Aux yeux d'AMD, le processeur Rysen était « le pire scénario ». Traduction : même s'ils sont déjà très bons, vous feriez peut-être bien d'attendre la suite.

Avec le lancement de ses GPU Vega et de ses CPU Ryzen, AMD nourrit des ambitions élevées : celles de revenir dans la course face aux ogres que sont Intel pour les processeurs et Nvidia pour les cartes graphiques. Nos quelques heures passées avec une configuration 100 % AMD nouvelle génération n’ont pas été totalement concluantes côté GPU, mais les CPU de la marque sont plébiscités à raison. Mais cela ne freinera aucunement le constructeur qui a une vision à long terme quitte à faire payer les pots cassés aux utilisateurs. Et c’est ainsi que dans un entretien accordé à WCCFTech, Don Woligroski, marketing manager de la branche CPU, a sous-entendu qu’il valait mieux encore attendre.

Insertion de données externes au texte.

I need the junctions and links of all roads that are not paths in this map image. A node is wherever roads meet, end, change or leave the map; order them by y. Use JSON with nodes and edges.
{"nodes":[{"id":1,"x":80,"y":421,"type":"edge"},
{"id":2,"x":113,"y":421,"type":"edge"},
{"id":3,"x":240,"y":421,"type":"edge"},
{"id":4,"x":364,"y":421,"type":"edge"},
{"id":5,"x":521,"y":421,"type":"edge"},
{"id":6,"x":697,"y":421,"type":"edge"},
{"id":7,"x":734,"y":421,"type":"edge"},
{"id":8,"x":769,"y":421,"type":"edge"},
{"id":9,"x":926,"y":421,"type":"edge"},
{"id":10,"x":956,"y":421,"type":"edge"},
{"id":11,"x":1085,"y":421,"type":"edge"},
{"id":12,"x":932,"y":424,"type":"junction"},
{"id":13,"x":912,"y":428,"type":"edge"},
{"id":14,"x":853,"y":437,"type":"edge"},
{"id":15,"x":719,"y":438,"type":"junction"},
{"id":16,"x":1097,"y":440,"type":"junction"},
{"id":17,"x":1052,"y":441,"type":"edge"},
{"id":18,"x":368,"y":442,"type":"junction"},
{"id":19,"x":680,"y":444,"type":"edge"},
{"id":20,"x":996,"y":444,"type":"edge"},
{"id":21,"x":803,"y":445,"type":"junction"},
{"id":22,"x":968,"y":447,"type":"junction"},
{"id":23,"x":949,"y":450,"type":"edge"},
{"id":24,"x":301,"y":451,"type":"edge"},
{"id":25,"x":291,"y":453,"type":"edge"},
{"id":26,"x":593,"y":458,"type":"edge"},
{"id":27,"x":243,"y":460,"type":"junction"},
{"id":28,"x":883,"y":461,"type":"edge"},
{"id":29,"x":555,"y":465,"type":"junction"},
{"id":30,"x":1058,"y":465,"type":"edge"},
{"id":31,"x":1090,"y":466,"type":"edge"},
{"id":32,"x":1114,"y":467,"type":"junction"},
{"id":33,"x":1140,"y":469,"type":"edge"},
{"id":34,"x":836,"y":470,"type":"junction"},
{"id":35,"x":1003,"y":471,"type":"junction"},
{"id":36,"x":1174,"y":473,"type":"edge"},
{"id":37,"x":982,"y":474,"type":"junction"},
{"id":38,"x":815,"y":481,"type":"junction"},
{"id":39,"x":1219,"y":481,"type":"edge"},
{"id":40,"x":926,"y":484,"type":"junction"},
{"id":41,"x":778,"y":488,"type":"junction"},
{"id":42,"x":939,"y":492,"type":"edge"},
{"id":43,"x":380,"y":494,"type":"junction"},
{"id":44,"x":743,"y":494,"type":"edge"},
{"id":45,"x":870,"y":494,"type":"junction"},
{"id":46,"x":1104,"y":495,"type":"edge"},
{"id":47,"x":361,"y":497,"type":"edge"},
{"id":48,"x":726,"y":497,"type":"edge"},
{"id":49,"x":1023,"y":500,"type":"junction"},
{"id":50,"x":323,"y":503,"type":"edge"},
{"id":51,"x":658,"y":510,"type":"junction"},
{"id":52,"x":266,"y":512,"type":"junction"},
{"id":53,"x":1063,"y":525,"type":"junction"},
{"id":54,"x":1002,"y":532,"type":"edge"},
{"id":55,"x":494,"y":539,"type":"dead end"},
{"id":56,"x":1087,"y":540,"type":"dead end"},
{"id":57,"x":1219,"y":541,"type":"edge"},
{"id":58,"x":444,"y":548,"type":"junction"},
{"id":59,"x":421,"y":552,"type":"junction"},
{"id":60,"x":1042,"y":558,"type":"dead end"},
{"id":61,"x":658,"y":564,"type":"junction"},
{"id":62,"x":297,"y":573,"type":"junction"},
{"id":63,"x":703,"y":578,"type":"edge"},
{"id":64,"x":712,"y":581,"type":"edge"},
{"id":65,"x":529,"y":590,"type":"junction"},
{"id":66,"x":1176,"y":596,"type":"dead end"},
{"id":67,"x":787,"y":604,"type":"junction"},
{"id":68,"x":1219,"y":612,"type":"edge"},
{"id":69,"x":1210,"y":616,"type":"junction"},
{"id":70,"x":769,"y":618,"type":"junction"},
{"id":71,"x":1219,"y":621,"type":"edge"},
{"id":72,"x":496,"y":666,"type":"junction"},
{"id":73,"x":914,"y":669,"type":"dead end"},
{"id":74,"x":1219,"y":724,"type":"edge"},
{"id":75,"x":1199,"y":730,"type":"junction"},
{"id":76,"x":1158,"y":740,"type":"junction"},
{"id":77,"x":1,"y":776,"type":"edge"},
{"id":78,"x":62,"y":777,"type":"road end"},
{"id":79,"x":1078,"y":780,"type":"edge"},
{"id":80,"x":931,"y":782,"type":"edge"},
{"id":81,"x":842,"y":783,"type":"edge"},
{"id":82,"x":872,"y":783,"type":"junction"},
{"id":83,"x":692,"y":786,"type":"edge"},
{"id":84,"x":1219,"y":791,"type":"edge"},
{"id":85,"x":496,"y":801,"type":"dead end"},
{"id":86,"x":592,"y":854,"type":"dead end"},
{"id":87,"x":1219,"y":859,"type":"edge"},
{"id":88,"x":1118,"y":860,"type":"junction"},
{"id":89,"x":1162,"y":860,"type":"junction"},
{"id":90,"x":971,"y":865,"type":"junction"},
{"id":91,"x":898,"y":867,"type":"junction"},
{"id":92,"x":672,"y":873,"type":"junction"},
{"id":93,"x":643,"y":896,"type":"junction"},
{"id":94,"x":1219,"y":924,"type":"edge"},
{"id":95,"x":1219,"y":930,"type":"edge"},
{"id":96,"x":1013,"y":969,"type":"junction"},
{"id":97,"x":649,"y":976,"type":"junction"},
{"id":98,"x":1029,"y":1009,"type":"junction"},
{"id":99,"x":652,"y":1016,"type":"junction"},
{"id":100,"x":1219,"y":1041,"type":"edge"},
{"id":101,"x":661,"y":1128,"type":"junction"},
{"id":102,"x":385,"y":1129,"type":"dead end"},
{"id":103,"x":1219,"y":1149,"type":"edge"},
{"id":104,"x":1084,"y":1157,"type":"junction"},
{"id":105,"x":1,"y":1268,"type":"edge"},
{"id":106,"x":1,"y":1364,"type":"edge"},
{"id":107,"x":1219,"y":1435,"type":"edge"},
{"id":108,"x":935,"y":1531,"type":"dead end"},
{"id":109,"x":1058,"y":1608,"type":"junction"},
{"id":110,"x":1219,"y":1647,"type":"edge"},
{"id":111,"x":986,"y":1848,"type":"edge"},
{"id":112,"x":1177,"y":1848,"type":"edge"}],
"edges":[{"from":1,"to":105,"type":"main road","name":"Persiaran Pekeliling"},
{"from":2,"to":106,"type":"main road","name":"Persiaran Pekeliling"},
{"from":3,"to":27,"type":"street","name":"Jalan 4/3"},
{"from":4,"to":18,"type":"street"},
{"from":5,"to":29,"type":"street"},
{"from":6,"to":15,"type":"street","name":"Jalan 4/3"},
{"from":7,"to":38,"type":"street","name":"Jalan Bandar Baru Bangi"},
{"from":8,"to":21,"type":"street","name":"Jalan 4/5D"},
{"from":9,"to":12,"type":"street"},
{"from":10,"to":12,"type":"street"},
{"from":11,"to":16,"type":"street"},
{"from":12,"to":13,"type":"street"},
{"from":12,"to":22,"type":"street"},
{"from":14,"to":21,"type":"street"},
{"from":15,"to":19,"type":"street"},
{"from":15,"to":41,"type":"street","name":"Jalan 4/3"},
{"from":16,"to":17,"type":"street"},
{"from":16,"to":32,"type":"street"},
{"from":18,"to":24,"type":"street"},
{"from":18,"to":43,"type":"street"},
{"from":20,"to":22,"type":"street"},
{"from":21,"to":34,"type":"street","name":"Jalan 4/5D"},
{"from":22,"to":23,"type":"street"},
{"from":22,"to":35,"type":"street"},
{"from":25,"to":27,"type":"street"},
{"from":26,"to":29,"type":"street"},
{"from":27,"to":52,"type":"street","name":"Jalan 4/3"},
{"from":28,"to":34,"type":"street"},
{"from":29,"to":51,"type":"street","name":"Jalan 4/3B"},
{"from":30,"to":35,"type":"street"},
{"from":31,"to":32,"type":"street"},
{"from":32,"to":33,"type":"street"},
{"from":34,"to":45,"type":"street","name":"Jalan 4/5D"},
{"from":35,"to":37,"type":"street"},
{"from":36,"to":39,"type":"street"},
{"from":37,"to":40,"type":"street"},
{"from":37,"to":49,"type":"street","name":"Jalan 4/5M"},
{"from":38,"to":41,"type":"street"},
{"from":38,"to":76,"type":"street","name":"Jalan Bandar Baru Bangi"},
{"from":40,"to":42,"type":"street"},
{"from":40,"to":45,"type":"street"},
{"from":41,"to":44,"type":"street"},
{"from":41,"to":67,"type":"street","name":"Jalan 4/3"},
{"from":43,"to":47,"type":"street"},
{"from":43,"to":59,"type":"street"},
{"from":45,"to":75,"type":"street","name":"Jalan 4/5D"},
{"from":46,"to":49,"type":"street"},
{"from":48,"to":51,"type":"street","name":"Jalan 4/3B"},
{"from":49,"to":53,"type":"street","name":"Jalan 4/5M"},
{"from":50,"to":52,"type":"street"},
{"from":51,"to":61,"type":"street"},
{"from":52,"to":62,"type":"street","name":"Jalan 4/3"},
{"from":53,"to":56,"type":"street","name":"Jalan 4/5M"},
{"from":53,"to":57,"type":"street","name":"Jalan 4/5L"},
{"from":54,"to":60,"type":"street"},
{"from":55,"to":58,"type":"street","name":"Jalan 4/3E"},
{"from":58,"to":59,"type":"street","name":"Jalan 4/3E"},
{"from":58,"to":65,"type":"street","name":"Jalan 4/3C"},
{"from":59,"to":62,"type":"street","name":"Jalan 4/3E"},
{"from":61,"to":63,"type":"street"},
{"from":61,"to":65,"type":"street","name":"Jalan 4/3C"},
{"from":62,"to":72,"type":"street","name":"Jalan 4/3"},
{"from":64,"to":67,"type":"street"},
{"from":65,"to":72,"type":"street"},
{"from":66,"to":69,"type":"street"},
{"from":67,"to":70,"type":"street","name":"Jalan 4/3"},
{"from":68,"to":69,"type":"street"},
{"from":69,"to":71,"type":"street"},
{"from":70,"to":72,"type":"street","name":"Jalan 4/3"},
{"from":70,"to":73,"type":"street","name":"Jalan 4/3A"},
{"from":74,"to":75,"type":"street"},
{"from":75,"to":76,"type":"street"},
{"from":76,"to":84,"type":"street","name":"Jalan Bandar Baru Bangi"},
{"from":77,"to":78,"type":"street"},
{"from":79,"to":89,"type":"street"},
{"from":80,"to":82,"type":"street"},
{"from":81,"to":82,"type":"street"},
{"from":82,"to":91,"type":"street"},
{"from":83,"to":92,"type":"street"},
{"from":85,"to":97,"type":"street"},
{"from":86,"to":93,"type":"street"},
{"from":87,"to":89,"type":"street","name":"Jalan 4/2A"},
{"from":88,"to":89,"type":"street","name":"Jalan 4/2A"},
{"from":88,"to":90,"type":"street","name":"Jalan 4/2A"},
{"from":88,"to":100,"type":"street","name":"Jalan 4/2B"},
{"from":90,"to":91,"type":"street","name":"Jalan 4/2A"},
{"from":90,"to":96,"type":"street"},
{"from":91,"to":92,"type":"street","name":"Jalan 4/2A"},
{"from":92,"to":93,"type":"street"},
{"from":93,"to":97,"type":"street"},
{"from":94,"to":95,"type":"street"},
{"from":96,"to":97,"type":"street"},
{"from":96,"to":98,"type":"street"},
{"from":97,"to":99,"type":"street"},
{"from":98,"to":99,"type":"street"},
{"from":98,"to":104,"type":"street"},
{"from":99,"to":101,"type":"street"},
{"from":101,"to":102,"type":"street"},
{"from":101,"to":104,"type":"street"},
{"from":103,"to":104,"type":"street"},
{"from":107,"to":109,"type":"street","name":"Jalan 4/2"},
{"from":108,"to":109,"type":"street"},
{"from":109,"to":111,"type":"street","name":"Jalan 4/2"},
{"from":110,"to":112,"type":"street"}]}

N’achetez pas un Ryzen tout de suite ?

Bien évidemment, le Ryzen n’est pas un one-shot et, d’ici l’horizon 2020, AMD améliorera sans cesse son processeur avec, notamment, une gravure de plus en plus fine. Toutefois, on peut s’interroger sur la communication quand, par exemple, Don Woligroski parle de «  pire scénario possible  ». Une manière de se trouver des excuses puisque AMD repartait de zéro face à un Intel ultra dominateur, sûr de ses forces et de ses produits, mais en manque de concurrence. «  Je l’ai déjà dit par le passé et je pense que c’est toujours vrai. Ryzen était le pire scénario. C’est une toute nouvelle architecture et un nouveau nœud. Donc le pire scénario que nous pouvions avoir, et c’est quand même plutôt bon. On peut aller au-delà des 4 Ghz  », confie ainsi l’intéressé.

Il poursuit, «  Je suis personnellement très motivé par ce qui arrive après. Nous avons bataillé en 2017. Nous avons vu nos concurrents commencer à se réveiller pour répondre et nous ne sommes pas près de rompre. Nous avons d’autres choses dans les tiroirs, de très bonnes choses. Nous allons continuer de mettre la pression. 2018 sera une grande année. C’était une grande année 2017 et nous verrons comment les choses vont évoluer  ».

De toute évidence, on peut louer la combativité d’AMD, qui a vraiment envie de revenir sur le devant de la scène, comme à sa belle époque. En filigrane, ces propos, quand bien même ils sont évidents, veulent quand même dire qu’il est préférable d’attendre la deuxième génération, voire la troisième. Un peu comme si Apple affirmait qu’il valait mieux acheter un iPhone en 2019 plutôt qu’en 2018. En termes de communication, c’est loin d’être une bonne idée même si on se doute bien qu’Intel ne va pas être renversé d’un claquement de doigt et du jour au lendemain.